(Saved data entries)
= = = =

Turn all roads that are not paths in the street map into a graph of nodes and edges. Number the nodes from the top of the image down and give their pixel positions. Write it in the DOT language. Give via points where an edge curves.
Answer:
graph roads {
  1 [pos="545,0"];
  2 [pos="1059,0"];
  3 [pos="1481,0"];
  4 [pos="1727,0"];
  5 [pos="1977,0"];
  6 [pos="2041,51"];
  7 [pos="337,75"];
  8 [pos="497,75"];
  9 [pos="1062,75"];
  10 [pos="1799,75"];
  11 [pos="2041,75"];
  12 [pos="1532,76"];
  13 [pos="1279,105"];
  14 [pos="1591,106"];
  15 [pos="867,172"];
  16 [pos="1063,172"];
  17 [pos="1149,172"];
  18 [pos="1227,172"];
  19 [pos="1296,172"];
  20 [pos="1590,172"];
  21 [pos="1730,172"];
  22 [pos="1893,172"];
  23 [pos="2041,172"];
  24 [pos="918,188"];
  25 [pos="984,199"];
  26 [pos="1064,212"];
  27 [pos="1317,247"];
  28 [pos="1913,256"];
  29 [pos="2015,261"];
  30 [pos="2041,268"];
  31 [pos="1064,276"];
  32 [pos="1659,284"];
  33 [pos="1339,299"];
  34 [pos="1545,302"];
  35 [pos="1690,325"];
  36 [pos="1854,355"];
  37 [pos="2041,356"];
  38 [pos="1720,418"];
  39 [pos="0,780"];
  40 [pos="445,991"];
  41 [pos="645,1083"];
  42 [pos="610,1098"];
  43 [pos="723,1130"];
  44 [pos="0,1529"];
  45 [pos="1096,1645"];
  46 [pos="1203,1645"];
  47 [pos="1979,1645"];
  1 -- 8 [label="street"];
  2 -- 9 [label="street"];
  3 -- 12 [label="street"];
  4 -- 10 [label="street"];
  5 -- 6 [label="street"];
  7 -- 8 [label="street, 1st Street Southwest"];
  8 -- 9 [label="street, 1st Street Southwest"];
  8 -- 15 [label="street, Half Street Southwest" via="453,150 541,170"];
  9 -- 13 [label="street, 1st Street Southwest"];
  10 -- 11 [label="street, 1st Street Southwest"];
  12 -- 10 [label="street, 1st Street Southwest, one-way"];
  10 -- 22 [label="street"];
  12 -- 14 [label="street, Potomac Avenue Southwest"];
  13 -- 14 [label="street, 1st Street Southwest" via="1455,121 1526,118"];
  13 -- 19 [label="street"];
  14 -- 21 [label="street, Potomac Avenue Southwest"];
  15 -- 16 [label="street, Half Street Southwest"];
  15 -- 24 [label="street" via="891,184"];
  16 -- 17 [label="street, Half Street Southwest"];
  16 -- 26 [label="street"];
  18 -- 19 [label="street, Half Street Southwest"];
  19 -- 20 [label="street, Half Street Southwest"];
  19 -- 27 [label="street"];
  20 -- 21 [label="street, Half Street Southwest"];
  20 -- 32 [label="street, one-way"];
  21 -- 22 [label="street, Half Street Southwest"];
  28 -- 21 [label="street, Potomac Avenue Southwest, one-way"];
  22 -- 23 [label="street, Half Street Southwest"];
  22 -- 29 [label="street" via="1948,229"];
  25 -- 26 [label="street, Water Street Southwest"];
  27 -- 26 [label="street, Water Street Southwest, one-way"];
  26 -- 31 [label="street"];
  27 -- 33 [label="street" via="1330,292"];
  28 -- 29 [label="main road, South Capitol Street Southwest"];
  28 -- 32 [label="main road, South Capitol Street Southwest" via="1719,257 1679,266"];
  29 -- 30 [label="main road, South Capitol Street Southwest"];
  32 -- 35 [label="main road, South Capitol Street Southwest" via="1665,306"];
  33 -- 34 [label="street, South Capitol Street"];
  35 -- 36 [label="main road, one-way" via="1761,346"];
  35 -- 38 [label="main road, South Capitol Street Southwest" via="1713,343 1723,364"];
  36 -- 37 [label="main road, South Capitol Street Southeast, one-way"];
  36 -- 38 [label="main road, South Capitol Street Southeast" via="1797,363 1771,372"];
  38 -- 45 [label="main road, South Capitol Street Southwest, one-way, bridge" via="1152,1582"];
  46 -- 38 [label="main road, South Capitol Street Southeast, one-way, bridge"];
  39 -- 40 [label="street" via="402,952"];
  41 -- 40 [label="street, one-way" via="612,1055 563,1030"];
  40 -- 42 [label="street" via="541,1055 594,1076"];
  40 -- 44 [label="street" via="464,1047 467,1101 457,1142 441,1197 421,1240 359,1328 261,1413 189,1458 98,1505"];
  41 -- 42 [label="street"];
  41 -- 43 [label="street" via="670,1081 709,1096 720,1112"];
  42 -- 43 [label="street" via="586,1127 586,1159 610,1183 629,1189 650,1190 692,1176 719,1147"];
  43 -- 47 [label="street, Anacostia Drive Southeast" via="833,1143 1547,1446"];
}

= = = =

> _WHAT YOU HAVE TO DO_: In full and without change, transcribe the entries.

> _OUTPUT OF THE EXERCISE_:
Turn all roads that are not paths in the street map into a graph of nodes and edges. Number the nodes from the top of the image down and give their pixel positions. Write it in the DOT language. Give via points where an edge curves.
Answer:
graph roads {
  1 [pos="545,0"];
  2 [pos="1059,0"];
  3 [pos="1481,0"];
  4 [pos="1727,0"];
  5 [pos="1977,0"];
  6 [pos="2041,51"];
  7 [pos="337,75"];
  8 [pos="497,75"];
  9 [pos="1062,75"];
  10 [pos="1799,75"];
  11 [pos="2041,75"];
  12 [pos="1532,76"];
  13 [pos="1279,105"];
  14 [pos="1591,106"];
  15 [pos="867,172"];
  16 [pos="1063,172"];
  17 [pos="1149,172"];
  18 [pos="1227,172"];
  19 [pos="1296,172"];
  20 [pos="1590,172"];
  21 [pos="1730,172"];
  22 [pos="1893,172"];
  23 [pos="2041,172"];
  24 [pos="918,188"];
  25 [pos="984,199"];
  26 [pos="1064,212"];
  27 [pos="1317,247"];
  28 [pos="1913,256"];
  29 [pos="2015,261"];
  30 [pos="2041,268"];
  31 [pos="1064,276"];
  32 [pos="1659,284"];
  33 [pos="1339,299"];
  34 [pos="1545,302"];
  35 [pos="1690,325"];
  36 [pos="1854,355"];
  37 [pos="2041,356"];
  38 [pos="1720,418"];
  39 [pos="0,780"];
  40 [pos="445,991"];
  41 [pos="645,1083"];
  42 [pos="610,1098"];
  43 [pos="723,1130"];
  44 [pos="0,1529"];
  45 [pos="1096,1645"];
  46 [pos="1203,1645"];
  47 [pos="1979,1645"];
  1 -- 8 [label="street"];
  2 -- 9 [label="street"];
  3 -- 12 [label="street"];
  4 -- 10 [label="street"];
  5 -- 6 [label="street"];
  7 -- 8 [label="street, 1st Street Southwest"];
  8 -- 9 [label="street, 1st Street Southwest"];
  8 -- 15 [label="street, Half Street Southwest" via="453,150 541,170"];
  9 -- 13 [label="street, 1st Street Southwest"];
  10 -- 11 [label="street, 1st Street Southwest"];
  12 -- 10 [label="street, 1st Street Southwest, one-way"];
  10 -- 22 [label="street"];
  12 -- 14 [label="street, Potomac Avenue Southwest"];
  13 -- 14 [label="street, 1st Street Southwest" via="1455,121 1526,118"];
  13 -- 19 [label="street"];
  14 -- 21 [label="street, Potomac Avenue Southwest"];
  15 -- 16 [label="street, Half Street Southwest"];
  15 -- 24 [label="street" via="891,184"];
  16 -- 17 [label="street, Half Street Southwest"];
  16 -- 26 [label="street"];
  18 -- 19 [label="street, Half Street Southwest"];
  19 -- 20 [label="street, Half Street Southwest"];
  19 -- 27 [label="street"];
  20 -- 21 [label="street, Half Street Southwest"];
  20 -- 32 [label="street, one-way"];
  21 -- 22 [label="street, Half Street Southwest"];
  28 -- 21 [label="street, Potomac Avenue Southwest, one-way"];
  22 -- 23 [label="street, Half Street Southwest"];
  22 -- 29 [label="street" via="1948,229"];
  25 -- 26 [label="street, Water Street Southwest"];
  27 -- 26 [label="street, Water Street Southwest, one-way"];
  26 -- 31 [label="street"];
  27 -- 33 [label="street" via="1330,292"];
  28 -- 29 [label="main road, South Capitol Street Southwest"];
  28 -- 32 [label="main road, South Capitol Street Southwest" via="1719,257 1679,266"];
  29 -- 30 [label="main road, South Capitol Street Southwest"];
  32 -- 35 [label="main road, South Capitol Street Southwest" via="1665,306"];
  33 -- 34 [label="street, South Capitol Street"];
  35 -- 36 [label="main road, one-way" via="1761,346"];
  35 -- 38 [label="main road, South Capitol Street Southwest" via="1713,343 1723,364"];
  36 -- 37 [label="main road, South Capitol Street Southeast, one-way"];
  36 -- 38 [label="main road, South Capitol Street Southeast" via="1797,363 1771,372"];
  38 -- 45 [label="main road, South Capitol Street Southwest, one-way, bridge" via="1152,1582"];
  46 -- 38 [label="main road, South Capitol Street Southeast, one-way, bridge"];
  39 -- 40 [label="street" via="402,952"];
  41 -- 40 [label="street, one-way" via="612,1055 563,1030"];
  40 -- 42 [label="street" via="541,1055 594,1076"];
  40 -- 44 [label="street" via="464,1047 467,1101 457,1142 441,1197 421,1240 359,1328 261,1413 189,1458 98,1505"];
  41 -- 42 [label="street"];
  41 -- 43 [label="street" via="670,1081 709,1096 720,1112"];
  42 -- 43 [label="street" via="586,1127 586,1159 610,1183 629,1189 650,1190 692,1176 719,1147"];
  43 -- 47 [label="street, Anacostia Drive Southeast" via="833,1143 1547,1446"];
}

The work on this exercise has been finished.